Si le phénomène s’amplifie, de plus en plus de groupes tentent désormais de se protéger de tels agissements qui peuvent causer des dégâts très importants, ne serait-ce qu’en termes d’image. « Lorsqu’il y a un incident majeur, d’autres entreprises réagissent. Nous vendons pendant les crises, mais je préférerais que les gens achètent en mode prévention »souligne le patron de Wiztrust. Et pour être encore plus efficace, ces derniers ne seraient pas contre la création d’un consortium réunissant plusieurs acteurs abordant des verticaux différents. “Nous avons construit quelque chose d’interopérable”indique Raphaël Labbé. Face à une quantité colossale de fausses nouvelles, l’unité pourrait effectivement faire la force !

« La désinformation n’a rien à voir avec la désinformation »

Toutefois, se positionner sur le marché de la désinformation n’est pas forcément synonyme de rentabilité, alors que l’industrie des médias est en crise depuis de nombreuses années. Dès lors, peu de startups se positionnent dans la lutte contre les fake news. « Il y a deux raisons principales : le défi technique est extrêmement difficile à relever et la désinformation n’a pas de sens. La seule façon de faire des affaires est d’utiliser les outils comme des armes pour les transformer en outils de surveillance de masse. Mais la technologie doit être utilisée pour libérer les gens, et non pour les asservir. Dans la vie, soit vous êtes un héros, soit vous êtes en affaires. Mais nous ne pouvons pas faire les deux.estime Julien Mardas.

Raphaël Labbé reconnaît également qu’il est difficile de se lancer dans ce secteur si crucial pour la démocratie. « C’est une question complexe… Il y a un énorme problème de confiance pour attirer la clientèle. En B2B, il y a un vrai problème de masse critique. Nous avons des concurrents qui ont essayé de nous copier. Quant au B2C, il y a le problème du modèle économique. Certes, il y a une société qui se porte bien, NewsGuard, mais elle vend de la publicité. Le défi de la presse aujourd’hui est de savoir qui paiera pour éduquer les gens ? C’est un combat super dur. Vous avez probablement besoin de vous attacher à une industrie dotée d’un modèle économique viable. Se rapprocher d’un acteur comme Dashlane pourrait par exemple avoir du sens »il croit.

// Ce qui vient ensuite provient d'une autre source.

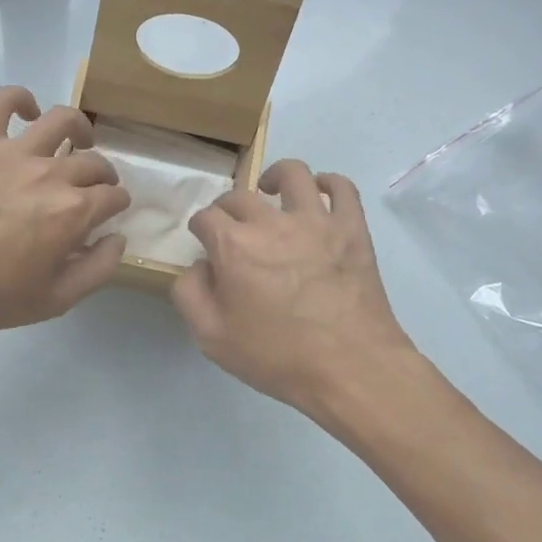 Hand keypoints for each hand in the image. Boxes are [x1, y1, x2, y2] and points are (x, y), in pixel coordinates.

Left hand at [0, 86, 130, 333]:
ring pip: (61, 120)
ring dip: (79, 128)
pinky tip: (27, 112)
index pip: (113, 196)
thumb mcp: (55, 300)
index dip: (117, 205)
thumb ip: (97, 269)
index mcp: (73, 212)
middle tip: (93, 189)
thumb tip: (118, 238)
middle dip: (103, 176)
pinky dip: (20, 98)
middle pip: (93, 162)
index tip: (110, 213)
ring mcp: (13, 153)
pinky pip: (2, 101)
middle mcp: (51, 174)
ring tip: (78, 139)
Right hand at [171, 160, 417, 410]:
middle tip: (231, 229)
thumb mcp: (212, 338)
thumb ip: (190, 294)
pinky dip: (327, 183)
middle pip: (240, 196)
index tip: (204, 243)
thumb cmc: (277, 356)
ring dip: (275, 178)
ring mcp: (317, 220)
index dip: (200, 228)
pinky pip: (342, 187)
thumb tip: (198, 265)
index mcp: (234, 246)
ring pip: (293, 174)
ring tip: (272, 192)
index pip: (205, 217)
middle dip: (227, 208)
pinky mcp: (352, 228)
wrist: (351, 368)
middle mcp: (272, 222)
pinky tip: (319, 195) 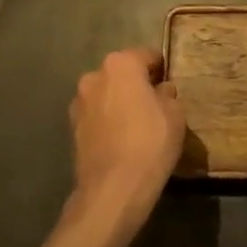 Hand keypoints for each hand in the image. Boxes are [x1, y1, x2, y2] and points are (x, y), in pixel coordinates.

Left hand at [68, 49, 184, 238]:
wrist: (112, 190)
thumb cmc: (150, 143)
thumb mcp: (175, 114)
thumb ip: (168, 94)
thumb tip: (160, 91)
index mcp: (121, 64)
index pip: (146, 55)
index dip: (161, 68)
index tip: (170, 83)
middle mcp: (95, 76)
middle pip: (122, 73)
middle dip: (137, 84)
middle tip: (155, 104)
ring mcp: (79, 102)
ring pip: (107, 94)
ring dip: (119, 102)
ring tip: (137, 124)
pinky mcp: (72, 128)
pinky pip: (97, 115)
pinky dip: (108, 121)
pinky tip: (121, 139) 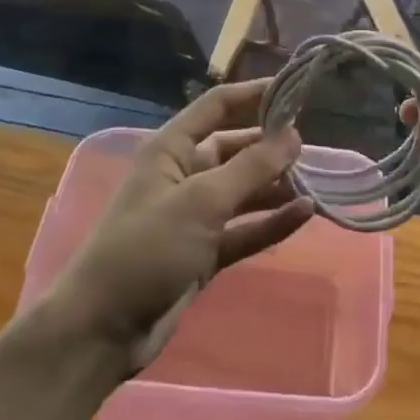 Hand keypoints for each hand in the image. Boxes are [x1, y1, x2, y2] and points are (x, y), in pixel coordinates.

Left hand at [48, 81, 311, 370]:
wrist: (104, 329)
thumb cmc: (147, 248)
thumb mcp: (202, 201)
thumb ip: (251, 167)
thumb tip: (294, 135)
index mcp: (171, 150)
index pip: (216, 107)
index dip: (253, 95)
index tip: (294, 90)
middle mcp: (184, 175)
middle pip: (234, 148)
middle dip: (270, 145)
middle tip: (312, 145)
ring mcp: (195, 216)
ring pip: (243, 190)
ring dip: (275, 186)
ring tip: (316, 180)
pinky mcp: (204, 252)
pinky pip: (245, 228)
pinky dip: (271, 222)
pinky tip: (304, 213) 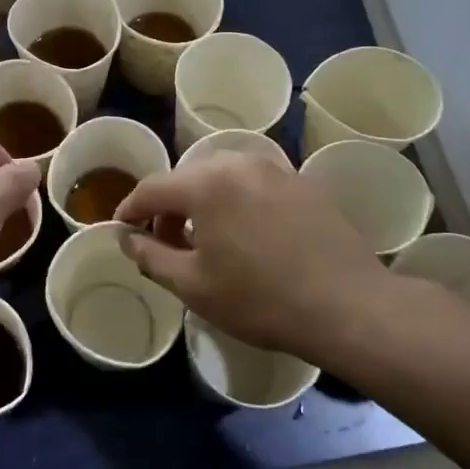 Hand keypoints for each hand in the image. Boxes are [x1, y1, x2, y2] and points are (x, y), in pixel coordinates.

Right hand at [114, 152, 402, 360]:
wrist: (347, 306)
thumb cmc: (260, 298)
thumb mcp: (193, 285)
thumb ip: (151, 256)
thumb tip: (127, 238)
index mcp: (207, 182)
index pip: (152, 187)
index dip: (130, 209)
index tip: (122, 230)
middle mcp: (239, 162)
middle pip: (187, 178)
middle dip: (168, 208)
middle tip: (165, 243)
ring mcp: (276, 169)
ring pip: (221, 178)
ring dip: (202, 203)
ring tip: (206, 241)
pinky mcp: (302, 183)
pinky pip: (252, 184)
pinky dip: (235, 202)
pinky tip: (245, 236) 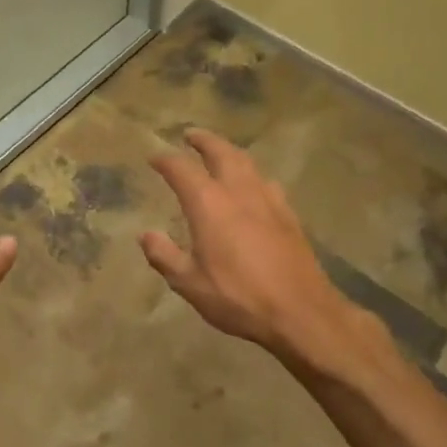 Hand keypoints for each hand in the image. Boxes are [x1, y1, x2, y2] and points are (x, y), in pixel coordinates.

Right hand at [140, 129, 378, 371]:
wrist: (301, 312)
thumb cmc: (238, 297)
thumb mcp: (189, 283)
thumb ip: (164, 255)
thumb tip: (146, 235)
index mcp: (209, 204)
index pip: (181, 169)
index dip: (165, 160)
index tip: (153, 158)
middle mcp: (238, 191)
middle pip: (220, 152)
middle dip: (203, 140)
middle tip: (190, 134)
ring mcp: (268, 200)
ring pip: (247, 162)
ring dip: (229, 151)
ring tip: (220, 152)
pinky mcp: (288, 214)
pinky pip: (266, 181)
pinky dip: (252, 174)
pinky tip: (253, 185) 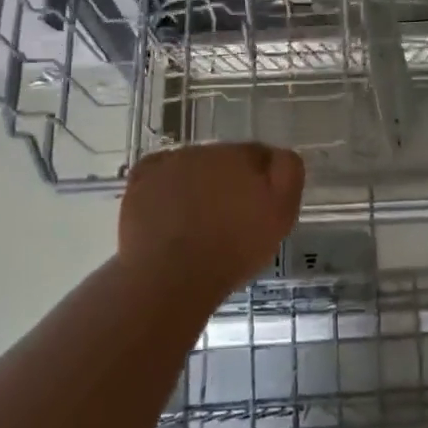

En attendant de résoudre cette équation économique, il va falloir rivaliser d’ingéniosité pour pouvoir absorber le flot vertigineux de fausses nouvelles qui inonde les cerveaux du monde entier. Dans ce contexte, l’IA semble la meilleure alliée des rares acteurs impliqués dans mon sujet pour en démasquer le plus grand nombre. Mais rien ou presque ne remplacera la méthode la plus efficace : que chacun fasse l’effort de s’informer correctement en variant ses sources d’information, en vérifiant les informations sensibles ou farfelues, et en ne s’arrêtant pas aux gros titres à sensation. . Un exercice pas forcément simple mais indispensable pour préserver notre démocratie.